5. Storage functions
• Glycogen, vitamins A, D and B12
Liver function tests
• Noninvasive method of screening for the presence of liver
dysfunction
• Pattern of lab test abnormality allows recognition of general
type of disorder
• To assess the severity and occasionally allow prediction of
outcome
• To follow the course of the disease, evaluate response to
treatment, and adjust treatment when necessary
Clinical Lab tests Liver Function Test (LFT)
Markers of Hepatocellular damage (Transaminases)
• AST(Aspartate amino transferase)
• Found in many sources, including liver, heart, muscle,
intestine, RBCs (not specific)
• Elevated in liver diseases, myocardial infarction, muscle
disease.
• ALT(Alanine aminotransferse)
• Found primarily in hepatocytes (specific)

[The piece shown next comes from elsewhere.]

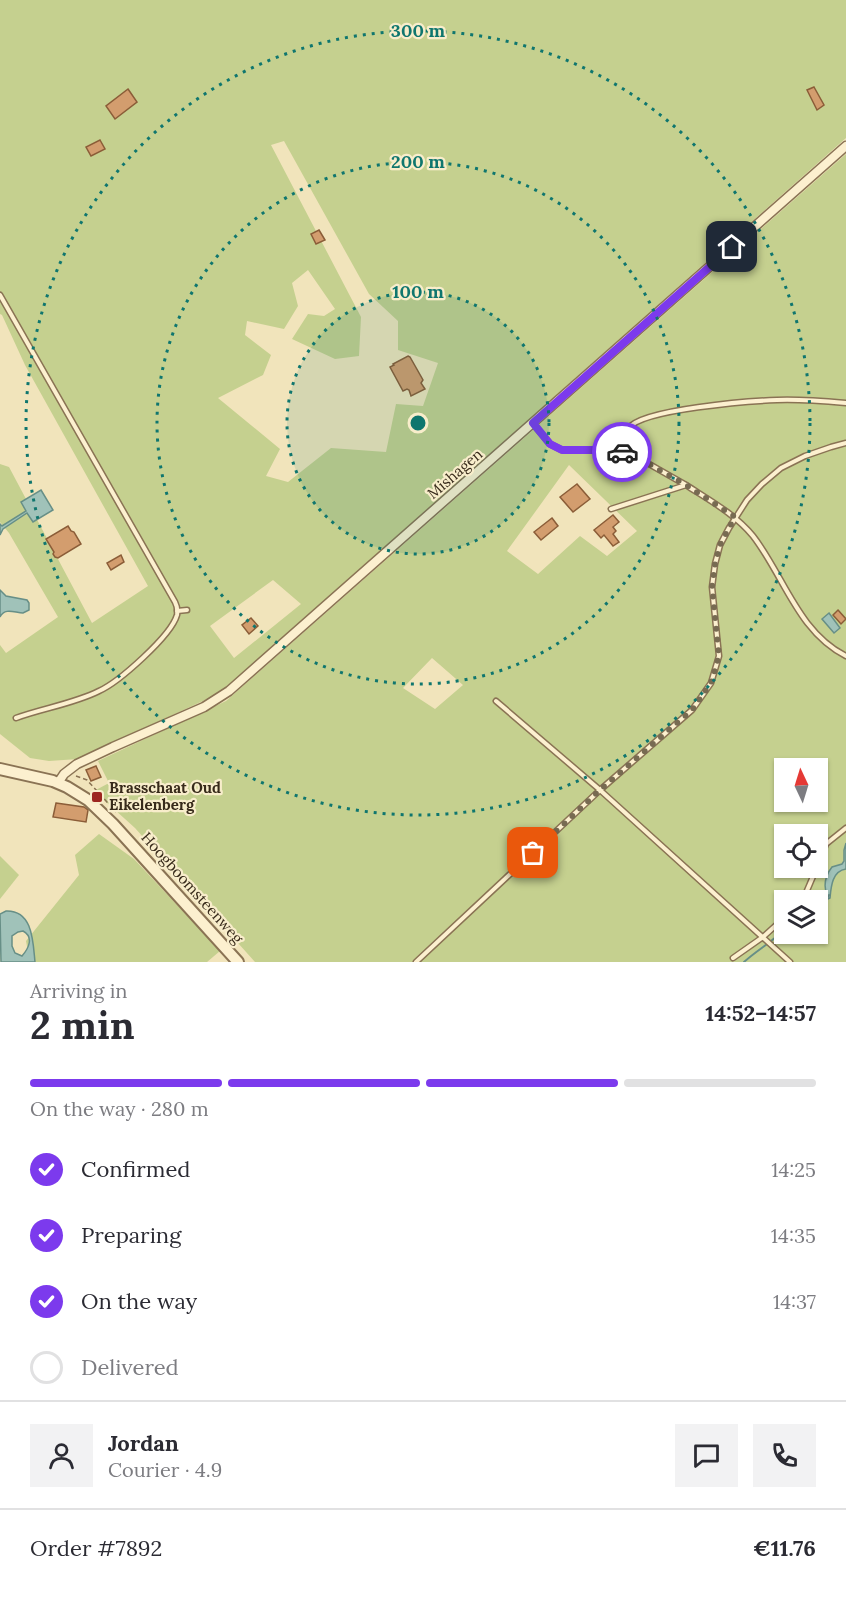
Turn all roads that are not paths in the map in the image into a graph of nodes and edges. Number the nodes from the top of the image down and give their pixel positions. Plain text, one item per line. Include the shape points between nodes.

• Elevated in liver diseases
• Normal levels depend on the reference range which actually
differs lab to lab
Markers of Cholestasis
• ALP (Alkaline phosphatase) Enzyme:
• It is found in liver, bone and to lesser extent in placenta,
kidneys, intestines.
• Hepatic ALP present on surface of bile duct epithelia and
accumulating bile salts increase its release from cell surface.
• Associated with hyperbilirubinemia in cholestatic disorders
(Extrahepatic, Intrahepatic)
• Also increased in bone disease (not specific).
• Reference Ranges: Adult: 30-120 U/L Children: up to 360
U/L
Markers of Cholestasis
• GGT (Gammaglutamyl transferase):
• Found in hepatocytes and biliary epithelial cells
• Can confirm hepatic source for a raised ALP.
• Increased also in chronic alcoholism.
• Normal range 6-19 IU/L
Types of bilirubin
• Direct bilirubin: is conjugated (water soluble bilirubin) in
aqueous solution it reacts rapidly with reagent (direct
reacting). Reference range: 0.0-0.2 mg/dL.
• Indirect bilirubin: is unconjugated (water insoluble
bilirubin) because it is less soluble in it reacts more slowly
with reagent (reaction carried out in methanol). Reference
range: 0.2 -0.8 mg/dL.
• Total bilirubin = D+ ID. Reference range: 0.2 – 1.0
mg/dL.
Urine Bilirubin
• Unconjugated bilirubin: water insoluble, binds to albumin
in serum & not filtered by kidneys.
• Conjugated bilirubin: water soluble, filtered by the kidney.
Any bilirubin in urine is conj. bilirubin.
Hyperbilirubinemia causes Jaundice
Joundice is Jaundice Yellow color of skin, nail beds & sclera
caused by deposition of bilirubin secondary to increased
bilirubin levels in blood (hyperbilirubinemia) JAUNDICE IS
NOT A DISEASE HOWEVER, IT IS A SIGN OF AN
UNDERLYING DISEASE
Types of Jaundice
1- Hemolytic Jaundice
2- Obstructive Jaundice
3- Hepatocellular Jaundice
Hemolytic anemia:
Unconjugated hyperbilirubinemia
• Hemolysis
• Hemolytic disease of the newborn
Hepatocellular Jaundice:
• Liver damage (by hepatitis or hepatitis)
Obstructive Jaundice
• In bile duct obstruction
Synthetic Function
Albumin:
• Decreased in chronic liver diseases
• not specific for liver disease
• Decreased also in malnutrition, nephrotic syndrome, protein
losing entropathy
• Reference ranges: 3.5-5.5 g/dl
Prothrombin time (PT):
• Prolonged in severe hepatocellular disease (↓ synthesis) and
cholestatic liver diseases (vit K deficiency).
• To differentiate: in vit K deficiency, injection of vit K
corrects prolonged PT .
Abnormal Patterns
• Elevations in ALT & AST only: suggests cellular injury.
• Elevations in ALP, GGT & Bilirubin: suggests cholestasis or
obstruction.
• Decreased Albumin in chronic liver diseases.